▶ DIRECTIONS FOR THIS TASK: Copy every line of the entries that includes the word "Chaca".

(Saved entries)
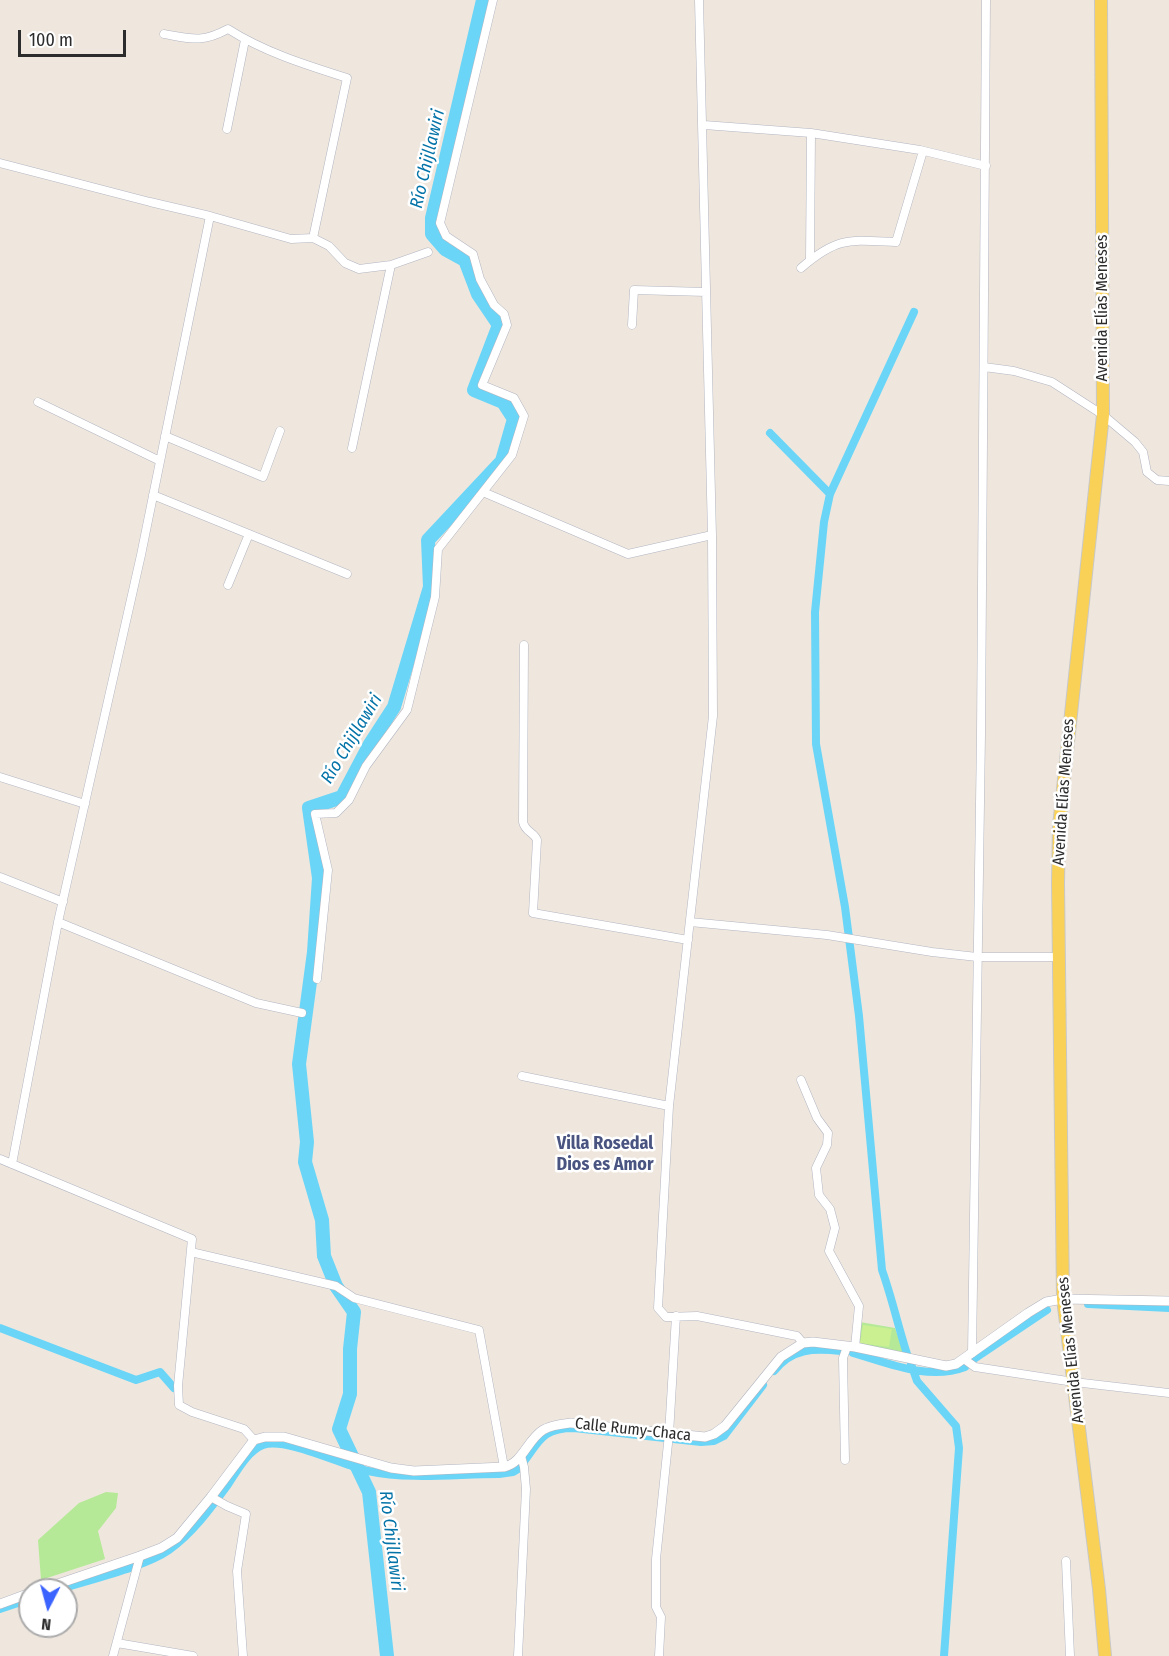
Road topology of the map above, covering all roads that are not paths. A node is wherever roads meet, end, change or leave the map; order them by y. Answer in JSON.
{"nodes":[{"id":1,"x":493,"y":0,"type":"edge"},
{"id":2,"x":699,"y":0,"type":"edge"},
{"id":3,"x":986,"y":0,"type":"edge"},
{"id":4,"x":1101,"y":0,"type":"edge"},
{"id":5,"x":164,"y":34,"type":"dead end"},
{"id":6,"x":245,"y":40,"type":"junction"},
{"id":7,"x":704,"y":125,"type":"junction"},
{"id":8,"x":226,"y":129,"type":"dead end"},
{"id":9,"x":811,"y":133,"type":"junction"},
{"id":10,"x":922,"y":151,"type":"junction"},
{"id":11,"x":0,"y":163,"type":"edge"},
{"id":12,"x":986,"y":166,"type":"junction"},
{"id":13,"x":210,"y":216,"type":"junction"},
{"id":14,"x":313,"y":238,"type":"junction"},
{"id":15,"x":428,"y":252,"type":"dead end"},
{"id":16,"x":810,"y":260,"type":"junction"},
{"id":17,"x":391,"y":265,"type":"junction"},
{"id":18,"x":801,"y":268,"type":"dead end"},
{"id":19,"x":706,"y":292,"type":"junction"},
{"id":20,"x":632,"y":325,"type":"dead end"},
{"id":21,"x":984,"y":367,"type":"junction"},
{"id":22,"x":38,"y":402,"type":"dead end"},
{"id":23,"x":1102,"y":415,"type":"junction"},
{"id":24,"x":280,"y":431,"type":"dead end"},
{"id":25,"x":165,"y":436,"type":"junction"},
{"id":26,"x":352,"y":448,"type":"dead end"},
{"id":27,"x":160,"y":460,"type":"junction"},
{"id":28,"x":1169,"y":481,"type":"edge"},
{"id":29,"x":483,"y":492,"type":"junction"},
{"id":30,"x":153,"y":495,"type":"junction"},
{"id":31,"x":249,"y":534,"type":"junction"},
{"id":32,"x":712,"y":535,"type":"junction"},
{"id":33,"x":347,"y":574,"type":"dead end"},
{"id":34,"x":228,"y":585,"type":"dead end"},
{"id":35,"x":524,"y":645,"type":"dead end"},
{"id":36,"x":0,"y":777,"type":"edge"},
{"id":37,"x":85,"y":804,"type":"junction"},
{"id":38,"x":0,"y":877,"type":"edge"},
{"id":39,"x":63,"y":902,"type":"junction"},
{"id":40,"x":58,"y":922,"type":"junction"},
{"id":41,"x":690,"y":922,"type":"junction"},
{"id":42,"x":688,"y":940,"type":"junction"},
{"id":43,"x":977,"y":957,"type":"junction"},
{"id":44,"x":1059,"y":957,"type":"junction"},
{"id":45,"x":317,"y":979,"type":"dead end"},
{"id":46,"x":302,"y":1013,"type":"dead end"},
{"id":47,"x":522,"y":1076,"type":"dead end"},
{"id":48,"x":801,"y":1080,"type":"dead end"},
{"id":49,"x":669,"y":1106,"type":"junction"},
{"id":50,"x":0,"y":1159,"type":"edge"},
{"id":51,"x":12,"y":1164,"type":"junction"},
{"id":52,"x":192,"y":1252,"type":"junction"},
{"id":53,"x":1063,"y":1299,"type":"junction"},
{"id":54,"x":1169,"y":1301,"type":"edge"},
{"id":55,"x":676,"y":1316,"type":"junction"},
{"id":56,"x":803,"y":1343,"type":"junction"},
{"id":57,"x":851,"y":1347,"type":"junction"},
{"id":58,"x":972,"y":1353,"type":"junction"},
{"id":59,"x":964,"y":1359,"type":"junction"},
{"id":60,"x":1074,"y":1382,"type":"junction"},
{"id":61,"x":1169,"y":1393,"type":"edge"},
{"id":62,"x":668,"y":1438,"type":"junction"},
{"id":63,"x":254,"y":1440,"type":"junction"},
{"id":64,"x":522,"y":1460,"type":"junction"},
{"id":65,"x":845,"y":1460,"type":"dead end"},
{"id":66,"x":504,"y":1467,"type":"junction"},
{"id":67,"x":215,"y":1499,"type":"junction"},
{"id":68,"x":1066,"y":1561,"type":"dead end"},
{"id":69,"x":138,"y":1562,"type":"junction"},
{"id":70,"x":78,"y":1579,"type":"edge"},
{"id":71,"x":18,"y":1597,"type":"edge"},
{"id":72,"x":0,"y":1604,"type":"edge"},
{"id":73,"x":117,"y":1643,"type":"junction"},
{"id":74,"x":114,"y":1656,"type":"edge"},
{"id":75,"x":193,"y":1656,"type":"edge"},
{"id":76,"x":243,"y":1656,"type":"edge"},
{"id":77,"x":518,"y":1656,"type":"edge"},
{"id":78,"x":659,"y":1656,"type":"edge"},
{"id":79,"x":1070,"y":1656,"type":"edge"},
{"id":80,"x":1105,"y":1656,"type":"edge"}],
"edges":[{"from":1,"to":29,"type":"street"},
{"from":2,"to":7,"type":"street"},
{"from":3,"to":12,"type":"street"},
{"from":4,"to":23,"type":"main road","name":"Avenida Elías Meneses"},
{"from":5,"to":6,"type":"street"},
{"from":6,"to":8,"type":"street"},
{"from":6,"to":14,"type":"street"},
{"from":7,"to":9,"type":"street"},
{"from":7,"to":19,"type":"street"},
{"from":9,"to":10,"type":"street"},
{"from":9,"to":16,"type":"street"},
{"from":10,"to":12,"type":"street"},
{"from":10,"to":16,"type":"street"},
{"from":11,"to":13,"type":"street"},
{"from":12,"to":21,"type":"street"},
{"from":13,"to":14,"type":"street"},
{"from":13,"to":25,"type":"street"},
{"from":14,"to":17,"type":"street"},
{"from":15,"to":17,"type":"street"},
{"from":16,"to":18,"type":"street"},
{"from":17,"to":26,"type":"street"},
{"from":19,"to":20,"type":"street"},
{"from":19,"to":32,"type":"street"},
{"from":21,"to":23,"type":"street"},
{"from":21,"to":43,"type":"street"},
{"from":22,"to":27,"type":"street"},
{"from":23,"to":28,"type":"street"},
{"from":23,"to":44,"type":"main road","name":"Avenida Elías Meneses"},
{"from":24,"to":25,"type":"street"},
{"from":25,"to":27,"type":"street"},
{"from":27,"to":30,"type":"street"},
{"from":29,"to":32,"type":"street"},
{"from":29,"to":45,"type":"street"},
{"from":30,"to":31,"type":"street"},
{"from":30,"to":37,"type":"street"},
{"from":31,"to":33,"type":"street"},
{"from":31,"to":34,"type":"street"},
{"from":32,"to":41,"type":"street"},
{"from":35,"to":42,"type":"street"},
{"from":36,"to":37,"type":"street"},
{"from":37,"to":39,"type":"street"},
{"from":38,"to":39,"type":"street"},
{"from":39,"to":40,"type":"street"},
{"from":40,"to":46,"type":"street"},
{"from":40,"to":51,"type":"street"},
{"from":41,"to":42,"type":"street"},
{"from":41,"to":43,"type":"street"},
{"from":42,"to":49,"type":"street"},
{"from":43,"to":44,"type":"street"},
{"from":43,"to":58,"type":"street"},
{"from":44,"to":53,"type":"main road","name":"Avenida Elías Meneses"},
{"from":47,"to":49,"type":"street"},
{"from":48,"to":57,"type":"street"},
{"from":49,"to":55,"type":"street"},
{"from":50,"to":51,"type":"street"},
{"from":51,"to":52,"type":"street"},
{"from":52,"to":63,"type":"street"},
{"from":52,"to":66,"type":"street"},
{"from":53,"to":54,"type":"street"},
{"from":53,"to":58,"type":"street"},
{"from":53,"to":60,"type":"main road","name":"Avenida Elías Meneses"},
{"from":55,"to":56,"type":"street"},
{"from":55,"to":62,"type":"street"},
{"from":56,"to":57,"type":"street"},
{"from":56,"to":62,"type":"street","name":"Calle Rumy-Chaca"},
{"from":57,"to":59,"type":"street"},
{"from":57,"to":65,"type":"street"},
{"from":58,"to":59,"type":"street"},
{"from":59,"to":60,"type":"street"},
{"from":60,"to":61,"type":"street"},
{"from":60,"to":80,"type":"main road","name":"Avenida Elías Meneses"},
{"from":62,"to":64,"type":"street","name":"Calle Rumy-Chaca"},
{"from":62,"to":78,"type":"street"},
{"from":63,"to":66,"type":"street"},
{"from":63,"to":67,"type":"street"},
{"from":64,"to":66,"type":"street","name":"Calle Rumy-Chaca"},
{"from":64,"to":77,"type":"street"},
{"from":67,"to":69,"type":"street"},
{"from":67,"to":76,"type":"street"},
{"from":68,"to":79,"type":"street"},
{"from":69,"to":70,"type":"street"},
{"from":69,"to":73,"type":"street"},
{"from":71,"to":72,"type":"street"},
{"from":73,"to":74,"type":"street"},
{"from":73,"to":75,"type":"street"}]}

▶ WRITTEN ANSWER:
{"from":56,"to":62,"type":"street","name":"Calle Rumy-Chaca"},
{"from":62,"to":64,"type":"street","name":"Calle Rumy-Chaca"},
{"from":64,"to":66,"type":"street","name":"Calle Rumy-Chaca"},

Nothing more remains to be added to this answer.